Women had a prominent role in the anarcho-syndicalist movement. In 1927 the Sindicato Femenino de Oficios Varios was founded. Also founded in 1927 was the Federación Obrera Femenina, a branch of FOL and merger of several other all-female unions. Among female anarchist activists were Catalina Mendoza, Petronila Infantes, and Susana Rada. During the Third National Workers' Congress in 1926, the Bolivian communists proposed that the labor organizations should affiliate with the Third International, an idea which was rejected by the anarcho-syndicalists. The FOL was also present in the agrarian peasantry, organizing the Federación Agraria Departamental (FAD), which later disappeared due to intense government repression.

Bolivian anarcho-syndicalism had a strong presence of foreign activists, many of which had fled their countries due to political persecution. Among them were one Fournarakis, an activist of the Argentine Regional Workers' Federation (FORA) sent into exile, Armando Treviño who was a Chilean cobbler belonging to the Industrial Workers of the World, the Peruvian Francisco Gamarra and Paulino Aguilar, and the Spanish Nicolás Mantilla and Antonio García Barón, the later who came to the country in the 1950s.

In 1930, encouraged by the Argentine FORA, the Confederación Obrera Regional Boliviana was founded. The organization, which lasted only two years, published La Protesta. In the 1930s the group Ideario emerged in Tupiza. It published La Voz del Campo. At this point the anarchist movement was in decay, having faced growing government persecution. The Chaco War also caused many problems. Later, anarcho-syndicalist unions saw themselves forced to join the Bolivian Workers' Center to survive. Some anarchists tried to influence the BWC from within, among them Líber Forti. In 1946 the Núcleo de Capacitación Sindical Libertario was formed. Unlike its mother organization FOL, the Federación Obrera Femenina weathered the interwar period, surviving until 1964.

The Spanish expropriative anarchist, and notorious bank robber and forger, Lucio Urtubia participated in planning the kidnapping of Klaus Barbie, the "Butcher of Lyon", a former Nazi German officer and war criminal who after fleeing to Bolivia with the help of the CIA helped the government fight Communist guerrillas, later aiding a coup d'état in 1980. In the 1950s Antonio García Barón (1921–2008), described by the BBC as the last surviving member of the Durruti Column, an anarchist militia in the Spanish Civil War, and a former prisoner of the Mauthausen-Gusen concentration camp, moved to Bolivia with his wife Irma. There he started a self-described anarchist community, deep in the jungle of San Buenaventura.

===Contemporary===
In the modern period anarchism has seen a minor renaissance in Bolivia. Several groups exists, prominently among them Mujeres Creando, an anarcha-feminist collective. The organization participates in a range of anti-poverty work, including spreading propaganda, street theater and direct action. The group was founded by María Galindo, Mónica Mendoza and Julieta Paredes in 1992 and members include two of Bolivia's only openly lesbian activists. It publishes Mujer Pública, produces a weekly radio show, and maintains a cultural café named Virgen de los deseos. In 2001, Mujeres Creando gained international attention due to their alleged participation in an armed occupation of the Bolivian Banking Supervisory Agency.

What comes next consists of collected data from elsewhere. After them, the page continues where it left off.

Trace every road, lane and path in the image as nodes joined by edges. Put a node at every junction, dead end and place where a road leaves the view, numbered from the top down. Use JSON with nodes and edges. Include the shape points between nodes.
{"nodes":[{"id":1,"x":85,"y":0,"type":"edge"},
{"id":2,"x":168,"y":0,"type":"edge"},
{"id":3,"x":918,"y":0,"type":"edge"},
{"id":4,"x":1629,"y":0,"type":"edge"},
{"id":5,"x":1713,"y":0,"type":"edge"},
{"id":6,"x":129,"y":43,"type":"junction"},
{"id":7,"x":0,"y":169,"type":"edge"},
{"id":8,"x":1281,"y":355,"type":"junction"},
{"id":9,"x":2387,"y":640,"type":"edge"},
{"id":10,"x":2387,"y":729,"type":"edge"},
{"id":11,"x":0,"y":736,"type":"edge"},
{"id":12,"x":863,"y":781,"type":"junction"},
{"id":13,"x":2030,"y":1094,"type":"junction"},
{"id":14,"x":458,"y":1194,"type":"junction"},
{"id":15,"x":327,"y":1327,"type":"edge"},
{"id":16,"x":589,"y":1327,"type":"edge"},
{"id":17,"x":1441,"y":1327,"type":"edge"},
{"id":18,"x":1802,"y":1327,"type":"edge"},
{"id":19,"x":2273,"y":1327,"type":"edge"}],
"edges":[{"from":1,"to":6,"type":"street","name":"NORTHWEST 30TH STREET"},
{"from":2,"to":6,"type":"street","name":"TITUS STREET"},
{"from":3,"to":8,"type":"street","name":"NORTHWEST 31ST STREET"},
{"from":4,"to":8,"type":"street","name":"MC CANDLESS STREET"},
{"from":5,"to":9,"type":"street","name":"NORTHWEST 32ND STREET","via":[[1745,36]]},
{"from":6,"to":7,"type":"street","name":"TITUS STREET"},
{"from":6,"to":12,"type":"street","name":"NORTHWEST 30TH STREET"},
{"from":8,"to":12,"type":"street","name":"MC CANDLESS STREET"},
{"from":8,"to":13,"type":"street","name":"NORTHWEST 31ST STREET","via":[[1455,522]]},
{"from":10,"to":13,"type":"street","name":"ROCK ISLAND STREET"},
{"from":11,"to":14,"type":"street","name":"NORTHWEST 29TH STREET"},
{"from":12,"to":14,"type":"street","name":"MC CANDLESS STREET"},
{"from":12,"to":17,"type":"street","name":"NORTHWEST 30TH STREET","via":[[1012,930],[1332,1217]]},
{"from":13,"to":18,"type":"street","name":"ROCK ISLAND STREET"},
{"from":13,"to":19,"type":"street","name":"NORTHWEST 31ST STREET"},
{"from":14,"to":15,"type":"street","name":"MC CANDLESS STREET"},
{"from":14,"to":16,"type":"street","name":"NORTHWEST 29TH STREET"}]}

Other groups and collectives include the Grupo de Apoyo a los Movimientos Sociale in Cochabamba, Combate La Paz and El Alto, Acción Anarquista Quepus im Sucre, Quilombo Libertario e Infrarrojo in Santa Cruz, and the Colectivo Libertario Gritos in Tarija. Since 2005 there exists an anarchist student movement in the southern region of the Gran Chaco, the Autonomía Frente Universitario. Anarchist newspapers and fanzines include Contraataque, Insumisión and Oveja Negra.

The Black Bridge International, a defunct "decentralized anarchist mutual aid network", had a local group in Bolivia. In 2003, an affiliated collective in New York City produced a Black Bridge documentary entitled "Bolivia Calling".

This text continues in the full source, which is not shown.